# Traveling



## killclimbz (Aug 10, 2007)

UPS might work for you state side, or USPS is fairly cheap.

Just ship the board and pack your bindings in your luggage.


----------



## ThugHunter (Dec 31, 2008)

Thank god for Southwest. No way should it cost $175 for a snowboard. Does Southwest Airlines not fly from Nebraska to LA?


----------



## Guest (Dec 14, 2009)

They do have Southwest, but flights were really expensive over the holidays out to LA. Good news though, just clarified with United, and they actually allow 1 snowboard, 1 pair boots, and 1 pair of bindings for a regular checked bag. That means it wil only cost me another 25 bucks each way. I can handle that.


----------



## ThugHunter (Dec 31, 2008)

Glad it worked out, but you're saying Southwest would have cost more than your United airfare +$50 baggage fees. I just checked Southwest Airlines and got a quote to fly from Omaha to LA for $231 choosing dates just around the corner and during the x-mas week. 

Southwest Airlines - Pricing and Restrictions


----------



## david_z (Dec 14, 2009)

Southwest is the first airline I check for *any* vacation involving my snowboard. Fortunately, they fly frequent out of Detroit to Denver, SLC, Seattle, Reno...


----------



## neednsnow (Nov 30, 2007)

Get a bigger board bag. I have a bag that I got in like 2002 that carries everything I need for Riding, including the Kitchen Sink. I can fit my board(161) with bindings, Boots, Helmet, Goggles, Pants, Jacket, and a 2-3 day wardrobe....including cologne, deodorant, and toofbrush all in my bag. Granted, that requires some good stuffing. I've never been flagged (knock on wood) for having an oversized bag. 

I recently bought a board bag online and was so disgusted by the size (or lack thereof) presented by the bag. Until I find another huge bag, I'll stick with Duct and Electrical tape to keep this puppy together!

That being said, most airlines allow boards/skis and boots to be considered one bag. Fly safely and have a blast!


----------



## Guest (Dec 14, 2009)

ThugHunter said:


> Glad it worked out, but you're saying Southwest would have cost more than your United airfare +$50 baggage fees. I just checked Southwest Airlines and got a quote to fly from Omaha to LA for $231 choosing dates just around the corner and during the x-mas week.
> 
> Southwest Airlines - Pricing and Restrictions


Well Crap. I just looked too. Looks like I could have gotten it for 230, which is exactly what I payed on United. Two weeks ago, when I booked, SW flights were around 400. They have really fallen.


----------



## Guest (Dec 14, 2009)

One more quick question. When you fly do you use a hard case, or do you think I would be ok with a soft Burton case.
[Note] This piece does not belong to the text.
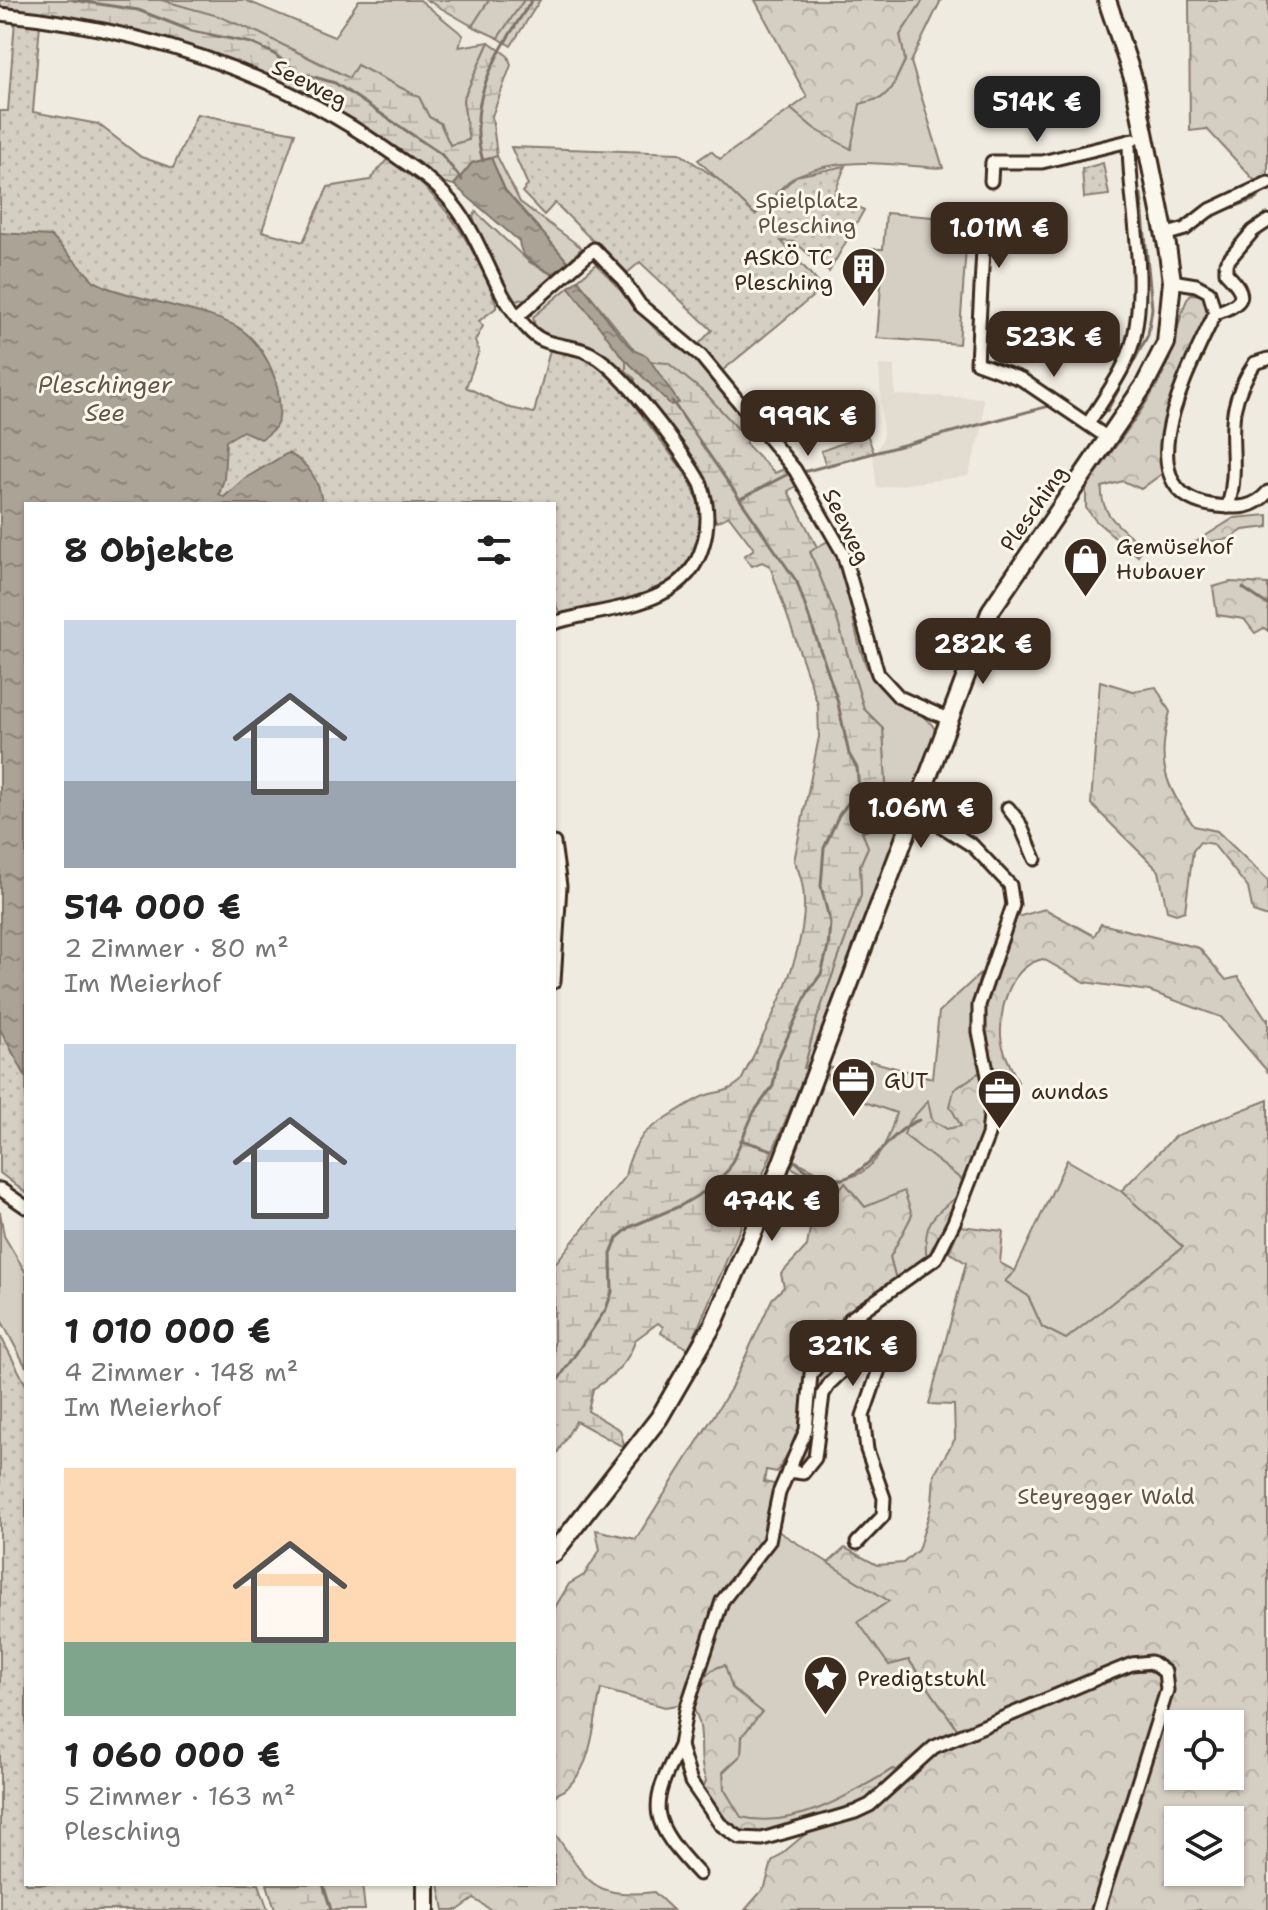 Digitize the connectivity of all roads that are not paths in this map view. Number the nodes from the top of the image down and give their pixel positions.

I was thinking about using that and just using some bubble wrap or something.


----------



## david_z (Dec 14, 2009)

dpape said:


> One more quick question. When you fly do you use a hard case, or do you think I would be ok with a soft Burton case. I was thinking about using that and just using some bubble wrap or something.


I've taken my board across the country by Airplane six times in the last six years. I've got a soft Dakine board bag, it's padded on the bottom, but that's it. It's held up & protected my board pretty well, and is only now after six years showing some signs of distress.


----------



## Guest (Dec 14, 2009)

david_z said:


> I've taken my board across the country by Airplane six times in the last six years. I've got a soft Dakine board bag, it's padded on the bottom, but that's it. It's held up & protected my board pretty well, and is only now after six years showing some signs of distress.


Good to hear. Thanks


----------



## neednsnow (Nov 30, 2007)

dpape said:


> One more quick question. When you fly do you use a hard case, or do you think I would be ok with a soft Burton case. I was thinking about using that and just using some bubble wrap or something.
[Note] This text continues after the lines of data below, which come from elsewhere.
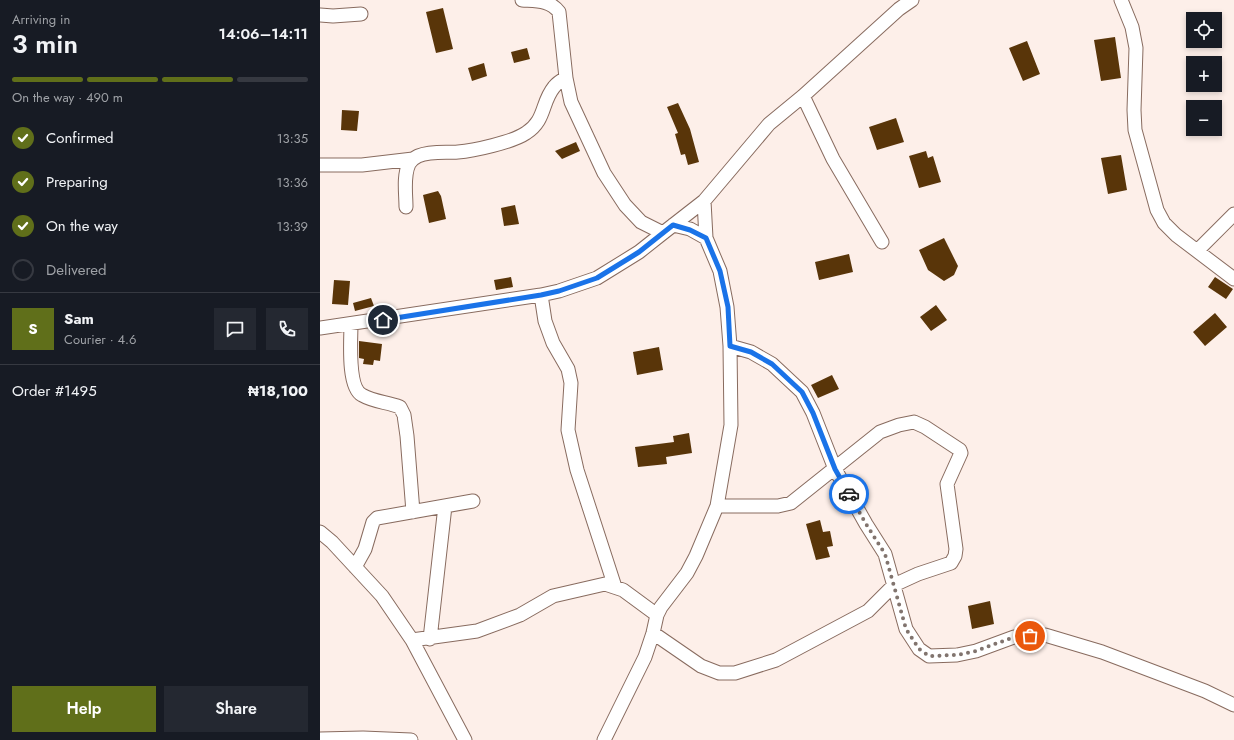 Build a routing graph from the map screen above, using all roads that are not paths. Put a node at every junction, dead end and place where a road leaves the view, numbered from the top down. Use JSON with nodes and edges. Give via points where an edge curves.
{"nodes":[{"id":1,"x":522,"y":0,"type":"edge"},
{"id":2,"x":912,"y":0,"type":"edge"},
{"id":3,"x":1121,"y":0,"type":"edge"},
{"id":4,"x":559,"y":2,"type":"edge"},
{"id":5,"x":898,"y":4,"type":"edge"},
{"id":6,"x":361,"y":14,"type":"dead end"},
{"id":7,"x":320,"y":15,"type":"edge"},
{"id":8,"x":566,"y":78,"type":"junction"},
{"id":9,"x":803,"y":96,"type":"junction"},
{"id":10,"x":413,"y":159,"type":"junction"},
{"id":11,"x":320,"y":165,"type":"edge"},
{"id":12,"x":704,"y":201,"type":"junction"},
{"id":13,"x":406,"y":206,"type":"dead end"},
{"id":14,"x":1234,"y":214,"type":"edge"},
{"id":15,"x":668,"y":229,"type":"junction"},
{"id":16,"x":706,"y":238,"type":"junction"},
{"id":17,"x":882,"y":242,"type":"dead end"},
{"id":18,"x":1197,"y":251,"type":"junction"},
{"id":19,"x":1234,"y":279,"type":"edge"},
{"id":20,"x":541,"y":295,"type":"junction"},
{"id":21,"x":351,"y":324,"type":"junction"},
{"id":22,"x":320,"y":328,"type":"edge"},
{"id":23,"x":730,"y":346,"type":"junction"},
{"id":24,"x":835,"y":469,"type":"junction"},
{"id":25,"x":473,"y":501,"type":"dead end"},
{"id":26,"x":445,"y":506,"type":"junction"},
{"id":27,"x":717,"y":506,"type":"junction"},
{"id":28,"x":413,"y":512,"type":"junction"},
{"id":29,"x":320,"y":532,"type":"edge"},
{"id":30,"x":355,"y":567,"type":"junction"},
{"id":31,"x":894,"y":585,"type":"junction"},
{"id":32,"x":615,"y":587,"type":"junction"},
{"id":33,"x":657,"y":615,"type":"junction"},
{"id":34,"x":653,"y":633,"type":"junction"},
{"id":35,"x":430,"y":639,"type":"junction"},
{"id":36,"x":412,"y":640,"type":"junction"},
{"id":37,"x":1234,"y":705,"type":"edge"},
{"id":38,"x":324,"y":739,"type":"edge"},
{"id":39,"x":411,"y":740,"type":"edge"},
{"id":40,"x":465,"y":740,"type":"edge"},
{"id":41,"x":604,"y":740,"type":"edge"}],
"edges":[{"from":1,"to":4,"type":"street"},
{"from":2,"to":5,"type":"street"},
{"from":3,"to":18,"type":"street","via":[[1132,27],[1136,48],[1135,130],[1157,210],[1164,223]]},
{"from":4,"to":8,"type":"street"},
{"from":5,"to":9,"type":"street"},
{"from":6,"to":7,"type":"street"},
{"from":8,"to":10,"type":"street","via":[[554,86],[535,126],[524,135],[496,145],[459,152],[434,153]]},
{"from":8,"to":15,"type":"street","via":[[571,102],[604,173],[641,222]]},
{"from":9,"to":12,"type":"street","via":[[769,124]]},
{"from":9,"to":17,"type":"street","via":[[833,159]]},
{"from":10,"to":11,"type":"street","via":[[362,165]]},
{"from":10,"to":13,"type":"street","via":[[406,172]]},
{"from":12,"to":15,"type":"street"},
{"from":12,"to":16,"type":"street"},
{"from":14,"to":18,"type":"street"},
{"from":15,"to":16,"type":"street","via":[[690,230]]},
{"from":15,"to":20,"type":"street","via":[[639,252],[597,278]]},
{"from":16,"to":23,"type":"street","via":[[720,271],[728,307]]},
{"from":18,"to":19,"type":"street"},
{"from":20,"to":21,"type":"street"},
{"from":20,"to":32,"type":"street","via":[[553,343],[568,369],[572,383],[568,430],[577,470]]},
{"from":21,"to":22,"type":"street"},
{"from":21,"to":28,"type":"street","via":[[350,365],[359,394],[400,406],[404,415]]},
{"from":23,"to":24,"type":"street","via":[[751,352],[772,364],[802,392]]},
{"from":23,"to":27,"type":"street","via":[[731,425]]},
{"from":24,"to":27,"type":"street","via":[[791,503],[778,506]]},
{"from":24,"to":31,"type":"street","via":[[885,554]]},
{"from":24,"to":31,"type":"street","via":[[880,432],[914,422],[925,426],[960,450],[961,456],[947,484],[955,556],[951,563]]},
{"from":25,"to":26,"type":"street"},
{"from":26,"to":28,"type":"street"},
{"from":26,"to":35,"type":"street"},
{"from":27,"to":33,"type":"street","via":[[687,573]]},
{"from":28,"to":30,"type":"street","via":[[377,518],[373,522],[365,549]]},
{"from":29,"to":30,"type":"street"},
{"from":30,"to":36,"type":"street","via":[[382,596]]},
{"from":31,"to":34,"type":"street","via":[[868,611],[776,660],[735,673],[719,673],[701,666]]},
{"from":31,"to":37,"type":"street","via":[[906,629],[919,649],[929,656],[957,655],[1014,637],[1045,635],[1102,652]]},
{"from":32,"to":33,"type":"street"},
{"from":32,"to":35,"type":"street","via":[[598,585],[553,596],[499,624]]},
{"from":33,"to":34,"type":"street"},
{"from":34,"to":41,"type":"street","via":[[645,657]]},
{"from":35,"to":36,"type":"street"},
{"from":36,"to":40,"type":"street"},
{"from":38,"to":39,"type":"street"}]}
Hmmm, are we still talking about your snowboard or a guitar? if it is a guitar, then I'd suggest a hard case. If it is your snowboard....I soft case should do fine. The case may take a bit of a beating, but I'm not quite sure what is going to damage the board in the flight.


----------



## Guest (Dec 14, 2009)

neednsnow said:


> Hmmm, are we still talking about your snowboard or a guitar? if it is a guitar, then I'd suggest a hard case. If it is your snowboard....I soft case should do fine. The case may take a bit of a beating, but I'm not quite sure what is going to damage the board in the flight.


ha. Point taken. I'll just use a Burton sleeve and the bubble wrap for the edges.


----------